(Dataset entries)
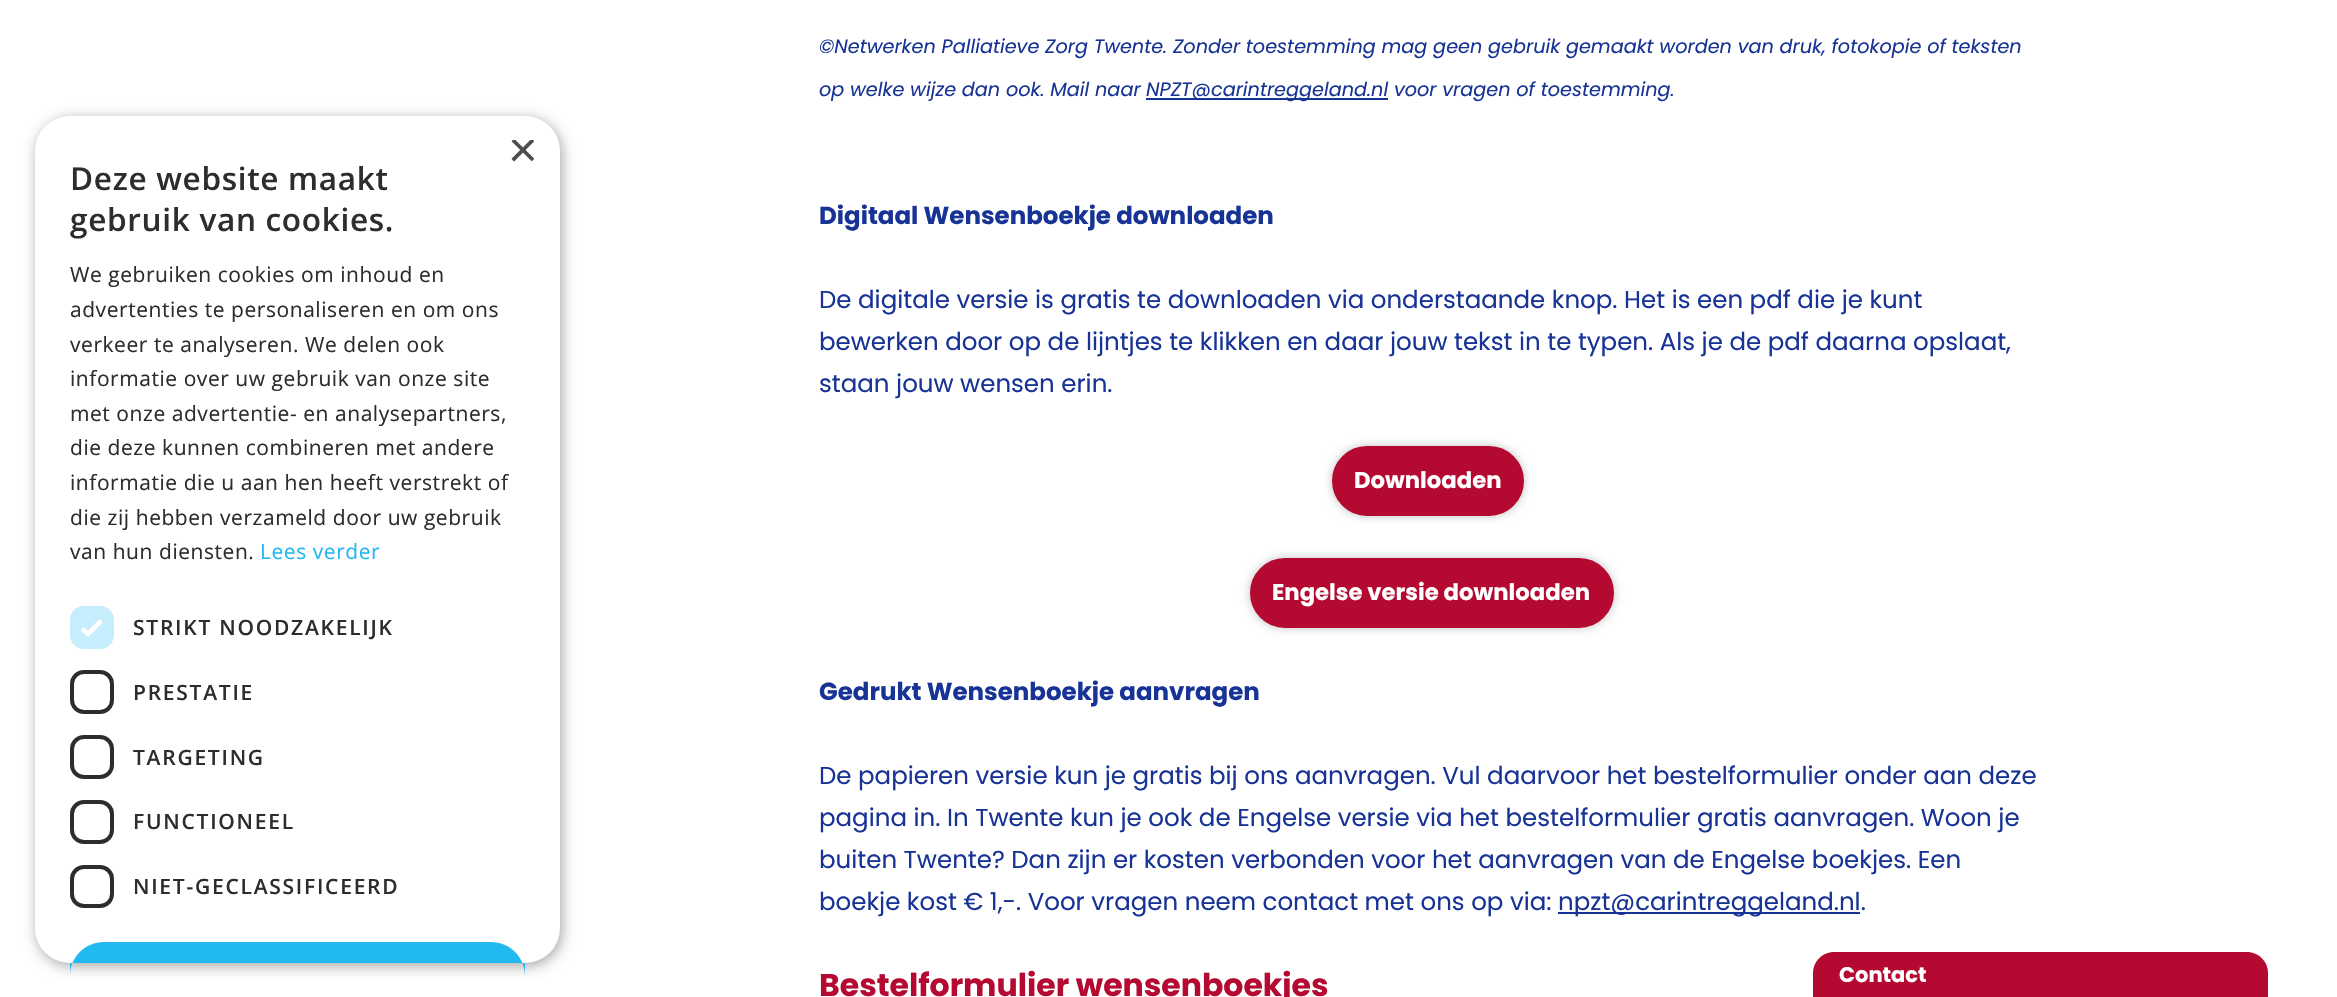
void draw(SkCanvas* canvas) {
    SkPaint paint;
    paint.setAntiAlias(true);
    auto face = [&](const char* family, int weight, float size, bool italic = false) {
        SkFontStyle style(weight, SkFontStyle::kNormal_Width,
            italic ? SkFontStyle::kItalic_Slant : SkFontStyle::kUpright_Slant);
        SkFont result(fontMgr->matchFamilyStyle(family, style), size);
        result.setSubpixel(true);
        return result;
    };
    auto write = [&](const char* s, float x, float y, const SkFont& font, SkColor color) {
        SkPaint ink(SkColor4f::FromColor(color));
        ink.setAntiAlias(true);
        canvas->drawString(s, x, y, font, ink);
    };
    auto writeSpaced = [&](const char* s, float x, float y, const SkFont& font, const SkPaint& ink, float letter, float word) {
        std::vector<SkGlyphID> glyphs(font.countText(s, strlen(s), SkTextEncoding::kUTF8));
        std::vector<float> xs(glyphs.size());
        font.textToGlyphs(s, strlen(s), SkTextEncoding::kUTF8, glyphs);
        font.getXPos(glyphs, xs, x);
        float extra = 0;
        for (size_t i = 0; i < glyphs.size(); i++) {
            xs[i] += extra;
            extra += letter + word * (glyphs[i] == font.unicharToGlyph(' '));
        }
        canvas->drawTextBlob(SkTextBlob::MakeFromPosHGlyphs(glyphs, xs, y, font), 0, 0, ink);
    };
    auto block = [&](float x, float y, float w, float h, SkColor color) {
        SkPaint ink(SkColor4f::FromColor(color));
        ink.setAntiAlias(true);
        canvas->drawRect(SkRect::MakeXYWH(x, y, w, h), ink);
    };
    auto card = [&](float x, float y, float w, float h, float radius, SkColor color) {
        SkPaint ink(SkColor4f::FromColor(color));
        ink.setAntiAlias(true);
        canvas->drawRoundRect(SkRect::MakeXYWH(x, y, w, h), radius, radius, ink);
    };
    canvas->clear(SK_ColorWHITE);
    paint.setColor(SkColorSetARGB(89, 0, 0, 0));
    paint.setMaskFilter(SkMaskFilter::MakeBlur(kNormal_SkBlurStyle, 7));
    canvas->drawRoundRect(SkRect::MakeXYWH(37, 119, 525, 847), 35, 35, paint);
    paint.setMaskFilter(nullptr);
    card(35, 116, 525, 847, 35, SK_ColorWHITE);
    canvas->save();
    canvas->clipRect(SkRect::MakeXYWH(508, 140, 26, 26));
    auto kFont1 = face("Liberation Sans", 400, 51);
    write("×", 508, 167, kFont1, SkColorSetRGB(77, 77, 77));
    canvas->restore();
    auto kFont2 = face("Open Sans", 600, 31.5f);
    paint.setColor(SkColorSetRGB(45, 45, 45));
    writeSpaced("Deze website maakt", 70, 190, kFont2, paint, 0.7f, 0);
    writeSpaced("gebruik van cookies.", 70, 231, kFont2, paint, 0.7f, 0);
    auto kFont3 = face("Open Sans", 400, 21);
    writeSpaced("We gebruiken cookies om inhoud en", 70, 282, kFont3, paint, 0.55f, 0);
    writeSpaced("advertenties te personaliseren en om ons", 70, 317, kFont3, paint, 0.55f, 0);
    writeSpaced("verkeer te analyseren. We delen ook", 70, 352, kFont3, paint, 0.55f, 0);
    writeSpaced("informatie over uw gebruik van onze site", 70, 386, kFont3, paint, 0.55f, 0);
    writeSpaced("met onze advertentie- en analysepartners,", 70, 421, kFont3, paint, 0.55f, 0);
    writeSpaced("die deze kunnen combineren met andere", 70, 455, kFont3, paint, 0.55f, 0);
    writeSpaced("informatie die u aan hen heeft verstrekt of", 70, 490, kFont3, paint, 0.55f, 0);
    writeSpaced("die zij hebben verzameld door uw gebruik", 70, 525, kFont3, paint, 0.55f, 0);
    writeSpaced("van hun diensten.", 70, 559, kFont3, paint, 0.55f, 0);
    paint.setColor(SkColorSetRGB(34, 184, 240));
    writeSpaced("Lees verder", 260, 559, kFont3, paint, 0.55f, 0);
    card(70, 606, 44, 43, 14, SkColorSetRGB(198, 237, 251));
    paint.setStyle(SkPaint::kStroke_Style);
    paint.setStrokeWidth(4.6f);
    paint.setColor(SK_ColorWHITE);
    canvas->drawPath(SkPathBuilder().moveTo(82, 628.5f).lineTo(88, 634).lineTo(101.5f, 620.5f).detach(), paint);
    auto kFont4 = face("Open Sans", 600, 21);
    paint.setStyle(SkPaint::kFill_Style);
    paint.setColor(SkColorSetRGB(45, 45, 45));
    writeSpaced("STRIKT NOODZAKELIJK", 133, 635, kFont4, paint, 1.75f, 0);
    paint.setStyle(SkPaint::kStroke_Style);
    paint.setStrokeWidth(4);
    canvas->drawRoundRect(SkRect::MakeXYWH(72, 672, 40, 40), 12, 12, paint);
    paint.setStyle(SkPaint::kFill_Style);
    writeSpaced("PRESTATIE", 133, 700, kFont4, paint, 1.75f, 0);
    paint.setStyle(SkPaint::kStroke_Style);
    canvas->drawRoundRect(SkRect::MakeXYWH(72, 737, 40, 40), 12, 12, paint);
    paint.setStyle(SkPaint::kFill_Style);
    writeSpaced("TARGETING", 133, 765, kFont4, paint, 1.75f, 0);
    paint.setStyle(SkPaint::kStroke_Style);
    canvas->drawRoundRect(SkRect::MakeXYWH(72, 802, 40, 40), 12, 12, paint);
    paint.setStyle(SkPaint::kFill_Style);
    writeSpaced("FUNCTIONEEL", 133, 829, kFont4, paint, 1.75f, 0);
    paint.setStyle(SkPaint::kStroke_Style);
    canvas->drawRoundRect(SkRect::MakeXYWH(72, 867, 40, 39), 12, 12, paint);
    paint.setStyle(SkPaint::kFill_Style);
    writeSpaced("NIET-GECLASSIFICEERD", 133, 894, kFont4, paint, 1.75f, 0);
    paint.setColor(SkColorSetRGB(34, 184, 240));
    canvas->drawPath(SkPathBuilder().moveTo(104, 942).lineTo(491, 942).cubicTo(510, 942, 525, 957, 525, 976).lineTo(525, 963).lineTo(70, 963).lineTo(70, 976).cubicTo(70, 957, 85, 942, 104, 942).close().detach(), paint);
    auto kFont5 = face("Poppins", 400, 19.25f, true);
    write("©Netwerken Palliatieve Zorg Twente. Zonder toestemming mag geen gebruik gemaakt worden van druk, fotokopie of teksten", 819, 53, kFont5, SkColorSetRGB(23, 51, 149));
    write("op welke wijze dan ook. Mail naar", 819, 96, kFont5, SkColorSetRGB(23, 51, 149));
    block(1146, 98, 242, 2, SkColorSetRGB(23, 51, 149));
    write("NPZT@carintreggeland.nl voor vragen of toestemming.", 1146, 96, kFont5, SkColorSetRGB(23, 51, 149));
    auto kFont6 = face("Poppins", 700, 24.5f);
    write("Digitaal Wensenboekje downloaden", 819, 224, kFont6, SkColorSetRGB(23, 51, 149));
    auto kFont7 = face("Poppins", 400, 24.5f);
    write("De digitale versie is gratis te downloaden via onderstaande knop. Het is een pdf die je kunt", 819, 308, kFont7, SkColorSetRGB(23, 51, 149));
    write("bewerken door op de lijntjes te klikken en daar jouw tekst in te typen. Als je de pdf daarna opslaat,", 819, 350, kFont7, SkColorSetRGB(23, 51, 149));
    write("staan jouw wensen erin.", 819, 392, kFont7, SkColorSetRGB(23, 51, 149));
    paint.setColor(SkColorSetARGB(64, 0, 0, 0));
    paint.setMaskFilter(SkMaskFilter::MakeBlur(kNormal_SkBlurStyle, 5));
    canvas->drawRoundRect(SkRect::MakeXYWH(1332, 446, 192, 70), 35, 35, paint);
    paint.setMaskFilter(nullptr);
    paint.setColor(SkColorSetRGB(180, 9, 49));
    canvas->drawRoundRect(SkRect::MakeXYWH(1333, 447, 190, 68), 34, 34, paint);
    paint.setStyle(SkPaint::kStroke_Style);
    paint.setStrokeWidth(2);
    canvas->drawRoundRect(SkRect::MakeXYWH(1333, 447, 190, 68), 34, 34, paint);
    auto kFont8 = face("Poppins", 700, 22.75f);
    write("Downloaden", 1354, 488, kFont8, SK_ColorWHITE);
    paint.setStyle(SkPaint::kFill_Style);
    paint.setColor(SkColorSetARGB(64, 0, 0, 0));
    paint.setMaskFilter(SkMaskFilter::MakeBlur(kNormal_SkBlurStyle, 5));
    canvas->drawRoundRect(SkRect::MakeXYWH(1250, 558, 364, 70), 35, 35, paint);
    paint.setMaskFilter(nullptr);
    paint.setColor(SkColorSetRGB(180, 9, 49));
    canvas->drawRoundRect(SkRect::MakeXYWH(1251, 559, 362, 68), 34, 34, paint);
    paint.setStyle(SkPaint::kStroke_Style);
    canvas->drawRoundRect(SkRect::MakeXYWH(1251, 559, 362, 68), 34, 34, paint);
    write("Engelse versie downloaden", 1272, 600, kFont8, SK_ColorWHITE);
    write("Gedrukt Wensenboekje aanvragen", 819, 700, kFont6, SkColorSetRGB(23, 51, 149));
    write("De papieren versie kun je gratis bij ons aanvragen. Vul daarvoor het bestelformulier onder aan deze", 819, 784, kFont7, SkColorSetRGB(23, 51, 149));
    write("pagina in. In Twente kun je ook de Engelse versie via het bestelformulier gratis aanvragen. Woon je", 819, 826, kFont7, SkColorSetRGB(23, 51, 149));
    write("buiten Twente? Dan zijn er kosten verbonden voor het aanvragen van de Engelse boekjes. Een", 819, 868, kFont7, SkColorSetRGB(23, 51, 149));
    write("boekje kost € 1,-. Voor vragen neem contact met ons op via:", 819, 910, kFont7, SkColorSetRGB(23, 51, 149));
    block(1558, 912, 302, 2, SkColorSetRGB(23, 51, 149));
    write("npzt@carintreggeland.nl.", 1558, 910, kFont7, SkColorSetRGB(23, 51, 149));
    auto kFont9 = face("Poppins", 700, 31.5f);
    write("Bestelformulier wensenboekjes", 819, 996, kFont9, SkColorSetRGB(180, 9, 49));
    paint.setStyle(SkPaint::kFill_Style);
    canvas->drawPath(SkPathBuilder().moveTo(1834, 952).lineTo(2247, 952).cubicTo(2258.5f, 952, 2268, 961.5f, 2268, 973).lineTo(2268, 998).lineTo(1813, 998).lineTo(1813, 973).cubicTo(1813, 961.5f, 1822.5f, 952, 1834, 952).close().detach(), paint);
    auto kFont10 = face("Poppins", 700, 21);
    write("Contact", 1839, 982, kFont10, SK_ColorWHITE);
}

Instructions for the task — Reproduce the lines of the entries above from the one with "result.setSubpixel(true);" to the one with "font.textToGlyphs(s, strlen(s), SkTextEncoding::kUTF8, glyphs);", both included, exactly and without any other line.

Solution for this task —
        result.setSubpixel(true);
        return result;
    };
    auto write = [&](const char* s, float x, float y, const SkFont& font, SkColor color) {
        SkPaint ink(SkColor4f::FromColor(color));
        ink.setAntiAlias(true);
        canvas->drawString(s, x, y, font, ink);
    };
    auto writeSpaced = [&](const char* s, float x, float y, const SkFont& font, const SkPaint& ink, float letter, float word) {
        std::vector<SkGlyphID> glyphs(font.countText(s, strlen(s), SkTextEncoding::kUTF8));
        std::vector<float> xs(glyphs.size());
        font.textToGlyphs(s, strlen(s), SkTextEncoding::kUTF8, glyphs);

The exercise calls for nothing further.